As South Carolina ranks 48 in quality of education and 38 in people with High School Diplomas according to a study done by WalletHub it’s clear that education is lacking in the State. State officials have for several years attempted to plug this deficiency with increased pay for teachers and attempts at keeping tuitions low. Both have done nothing to improve the education given to the youth of the state.
Teachers who rallied at the State House for a $15 an hour pay received this only a few months prior to Covid-19. Since then many schools went to virtual learning due to the many closings of schools during the Covid19 scare.
Now South Carolina is trying to figure out how to spend the $2.5 billion it received in Federal Aid.
Gov. Henry McMaster’s office proposed yesterday that $50 Million be spent setting up a grant program for tutoring and summer programs for students from kindergarten to 8th Grade, who need help. This would naturally be aimed at the lowest-performing and poorest students, according to a rough draft explanation distributed to AccelerateSC.
School Districts in the state already have nearly $3 billion in federal Covid relief aid for their use. The local school districts have nearly unsupervised autonomy in how to spend the money, excluding the supervision of the K-12 education agency which is tasked with ensuring the money is used according to federal law.
The Congress American Rescue Plan only requires that 20 percent of the $1.9 billion is spent on learning loss by the school districts.

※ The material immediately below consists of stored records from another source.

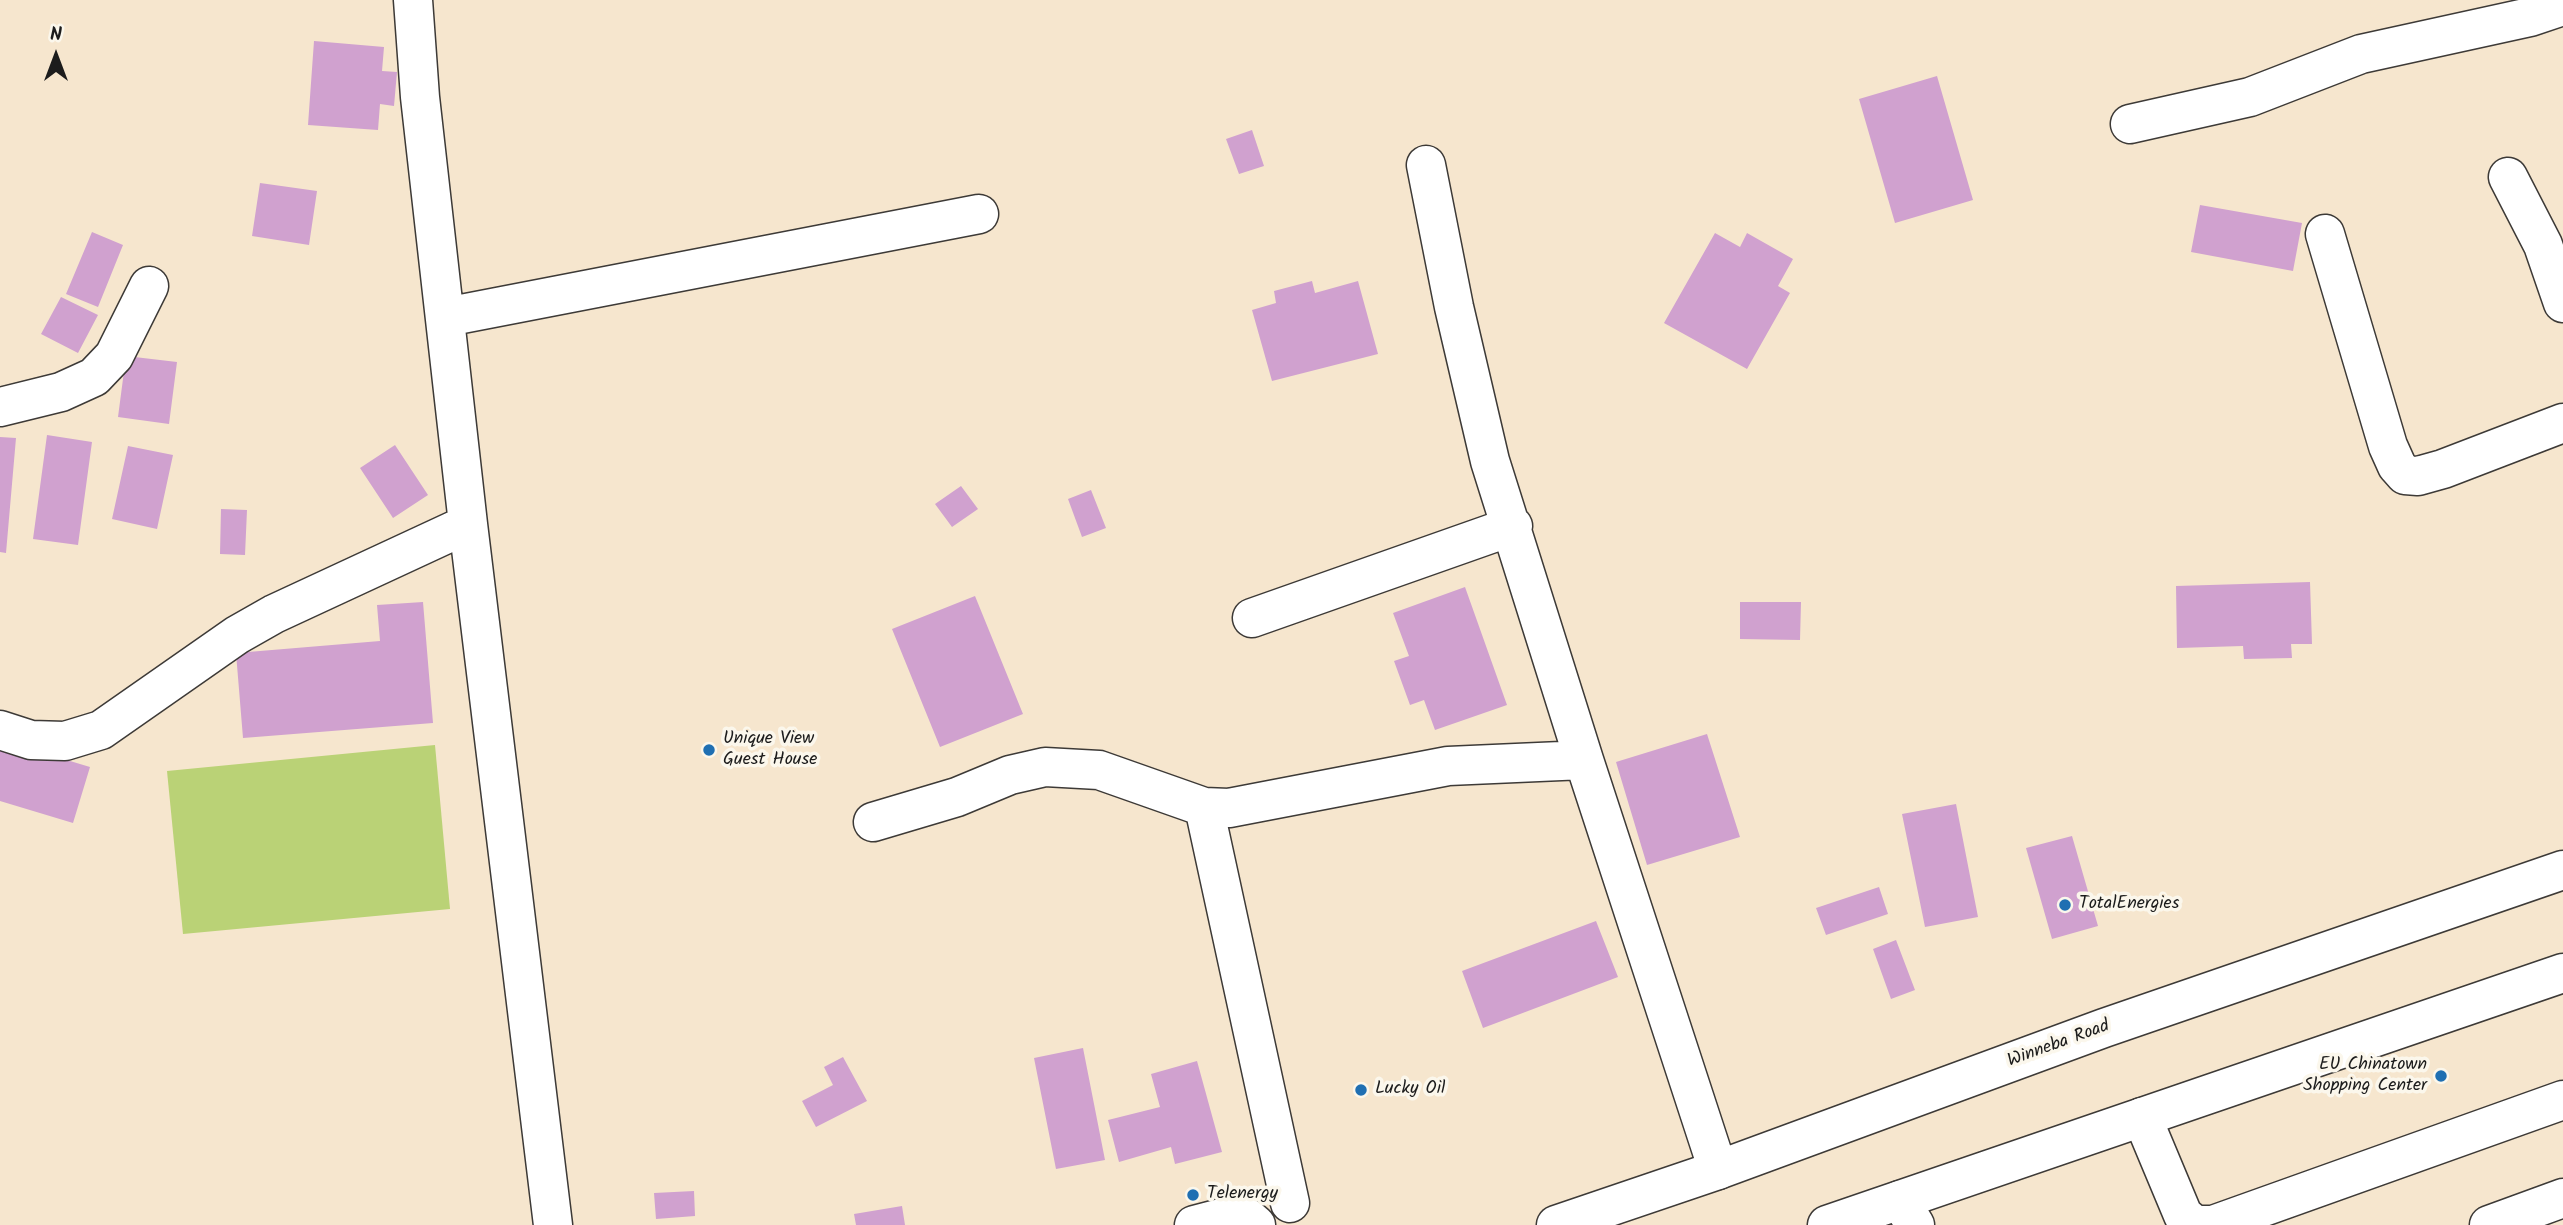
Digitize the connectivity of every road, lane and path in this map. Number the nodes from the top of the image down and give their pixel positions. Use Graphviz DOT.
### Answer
graph roads {
  1 [pos="413,0"];
  2 [pos="2563,6"];
  3 [pos="2130,124"];
  4 [pos="1426,164"];
  5 [pos="2508,177"];
  6 [pos="979,214"];
  7 [pos="2325,234"];
  8 [pos="149,286"];
  9 [pos="2563,303"];
  10 [pos="446,317"];
  11 [pos="0,407"];
  12 [pos="2563,423"];
  13 [pos="468,524"];
  14 [pos="1513,527"];
  15 [pos="1252,618"];
  16 [pos="0,730"];
  17 [pos="1584,760"];
  18 [pos="1204,807"];
  19 [pos="873,822"];
  20 [pos="2563,870"];
  21 [pos="2562,978"];
  22 [pos="2563,1100"];
  23 [pos="2142,1117"];
  24 [pos="1718,1170"];
  25 [pos="2563,1198"];
  26 [pos="1290,1203"];
  27 [pos="1907,1212"];
  28 [pos="2270,1215"];
  29 [pos="553,1225"];
  30 [pos="1194,1225"];
  31 [pos="1256,1225"];
  32 [pos="1556,1225"];
  33 [pos="1827,1225"];
  34 [pos="2194,1225"];
  35 [pos="2489,1225"];
  1 -- 10 [label="main road"];
  2 -- 3 [label="main road"];
  4 -- 14 [label="main road"];
  5 -- 9 [label="main road"];
  6 -- 10 [label="main road"];
  7 -- 12 [label="main road"];
  8 -- 11 [label="main road"];
  10 -- 13 [label="main road"];
  13 -- 16 [label="main road"];
  13 -- 29 [label="main road"];
  14 -- 15 [label="main road"];
  14 -- 17 [label="main road"];
  17 -- 18 [label="main road"];
  17 -- 24 [label="main road"];
  18 -- 19 [label="main road"];
  18 -- 26 [label="main road"];
  20 -- 24 [label="main road, Winneba Road"];
  21 -- 23 [label="main road"];
  22 -- 28 [label="main road"];
  23 -- 27 [label="main road"];
  23 -- 34 [label="main road"];
  24 -- 32 [label="main road, Winneba Road"];
  25 -- 35 [label="main road"];
  27 -- 33 [label="main road"];
  28 -- 34 [label="main road"];
  30 -- 31 [label="main road"];
}
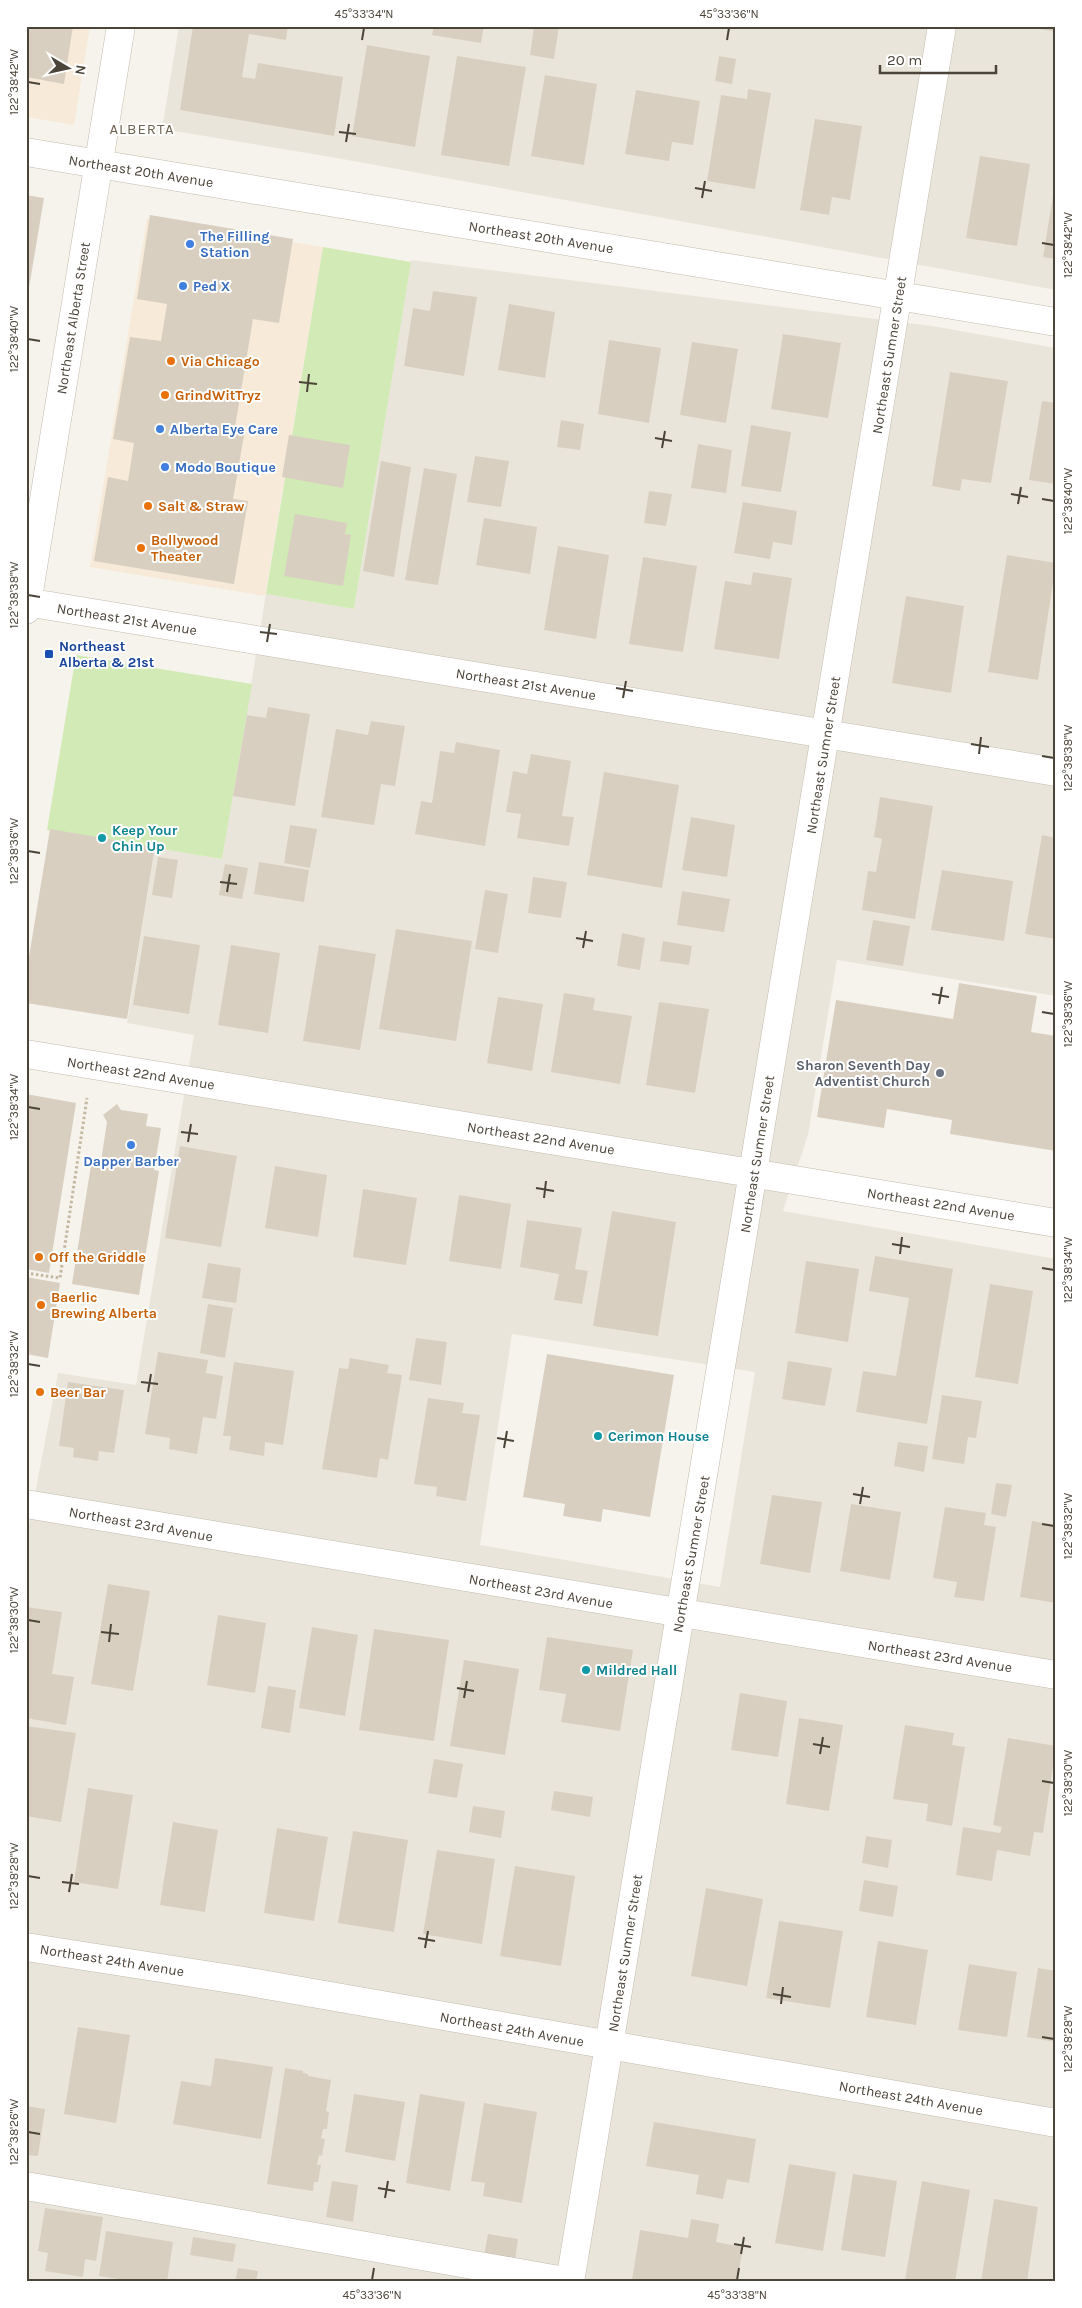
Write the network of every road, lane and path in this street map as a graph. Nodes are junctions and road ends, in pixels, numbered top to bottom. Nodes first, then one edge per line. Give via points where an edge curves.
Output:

Many school districts are applying the majority of funds to afterschool programs to aid students in aiding them to reach academic standards. But other school districts are applying these funds to questionable accounts. One such district is Kershaw County who recently held a meeting showing its proposed budget. This budget included giving outside businesses such as the Alpha Center ( a mental health counseling center) and Cleaning companies a good portion of the funds, but applying very little to actual educational benefits for students.
According to a statement given to the Post and Courier by Akil Ross, an interim superintendent at Lexington Richland 5, “But basic math shows students spend 79 percent of their time not in school. Jamming all the remediation into the other 21 percent is overworking teachers and schools and not getting students to where they need to be academically, particularly poor students who don’t have the resources at home,”.
But according to the National Center for Education Statistics students spend 181 days a year in South Carolina Schools. According to basic math, this is more than 21 percent of the time students spend in school stated by Ross. Mr. Ross seems more concerned with keeping teachers workload low instead of educating children properly.
It’s also important to mention that South Carolina is proposing to maintain the States Virtual Learning model as a choice for parents. This model would simply require students to spend 3 days with a Certified Teacher online.
The one major question that has arisen from this for many is: “Has South Carolina failed in educating our children?”